Adaptive intelligent agent for e-learning: First report on enabling technology solutions
Dora Doljanin, Luka Pranjic, Ljudevit Jelecevic, Marko Horvat · 2021
Because of the global COVID-19 pandemic, online learning has become the dominant teaching method. Moreover, a wide range of e-learning pedagogies are rapidly gaining importance, and in some cases emerging as the preferred approach in education over the traditional methods and techniques of classroom teaching. However much has to be done to efficiently assess student engagement and the learning curve. In this regard, we have proposed construction of an intelligent agent for personalized and adaptive assessment of learning performance based on methods for automated estimation of attention and emotion.
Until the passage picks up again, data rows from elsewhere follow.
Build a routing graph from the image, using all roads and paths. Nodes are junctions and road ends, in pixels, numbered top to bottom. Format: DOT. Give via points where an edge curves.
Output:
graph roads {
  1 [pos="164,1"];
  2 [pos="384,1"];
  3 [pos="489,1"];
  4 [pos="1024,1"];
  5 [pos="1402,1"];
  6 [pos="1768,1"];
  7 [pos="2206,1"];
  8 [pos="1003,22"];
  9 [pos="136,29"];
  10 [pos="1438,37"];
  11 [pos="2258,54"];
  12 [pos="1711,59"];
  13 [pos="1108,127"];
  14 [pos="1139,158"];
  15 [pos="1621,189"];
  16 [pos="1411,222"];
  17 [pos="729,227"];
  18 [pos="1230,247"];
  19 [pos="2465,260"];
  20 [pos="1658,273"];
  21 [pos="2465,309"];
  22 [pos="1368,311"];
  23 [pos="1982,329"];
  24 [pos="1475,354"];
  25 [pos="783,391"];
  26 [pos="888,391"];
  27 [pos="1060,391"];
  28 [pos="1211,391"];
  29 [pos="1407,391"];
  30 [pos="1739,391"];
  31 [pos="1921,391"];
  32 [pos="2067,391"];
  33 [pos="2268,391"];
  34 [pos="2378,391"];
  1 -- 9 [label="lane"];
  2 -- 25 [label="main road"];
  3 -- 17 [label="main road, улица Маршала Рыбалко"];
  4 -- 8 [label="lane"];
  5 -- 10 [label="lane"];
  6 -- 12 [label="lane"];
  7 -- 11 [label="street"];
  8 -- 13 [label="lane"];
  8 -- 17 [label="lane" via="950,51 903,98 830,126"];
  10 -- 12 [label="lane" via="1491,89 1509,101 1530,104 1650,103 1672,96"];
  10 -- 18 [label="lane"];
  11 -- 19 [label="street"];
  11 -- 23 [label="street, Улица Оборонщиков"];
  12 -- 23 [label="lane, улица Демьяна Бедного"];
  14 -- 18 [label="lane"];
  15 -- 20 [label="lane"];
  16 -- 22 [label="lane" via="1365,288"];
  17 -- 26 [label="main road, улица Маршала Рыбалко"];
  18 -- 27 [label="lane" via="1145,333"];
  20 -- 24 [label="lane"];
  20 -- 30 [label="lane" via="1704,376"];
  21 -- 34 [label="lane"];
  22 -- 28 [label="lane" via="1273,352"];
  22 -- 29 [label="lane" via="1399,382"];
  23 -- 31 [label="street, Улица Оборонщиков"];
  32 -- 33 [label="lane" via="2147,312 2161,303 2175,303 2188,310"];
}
We report on the first progress towards the development of the intelligent agent. Three classifiers were used in parallel to detect information about the progress of student engagement. Object detection in video is accomplished with YOLOv3, emotion detection from facial expressions using PAZ software library, and detection of head, arms, and upper-body orientation and position with OpenPose system. NimStim facial expression database, WIDER Attribute Dataset, and UPNA Head Pose Database were used for experimental validation of the individual classifiers. Our system attained the highest precision and recall of 79.13% and 94.15%, respectively, and the highest success rate of 59.56% in recognition of 6 discrete emotions from facial expressions.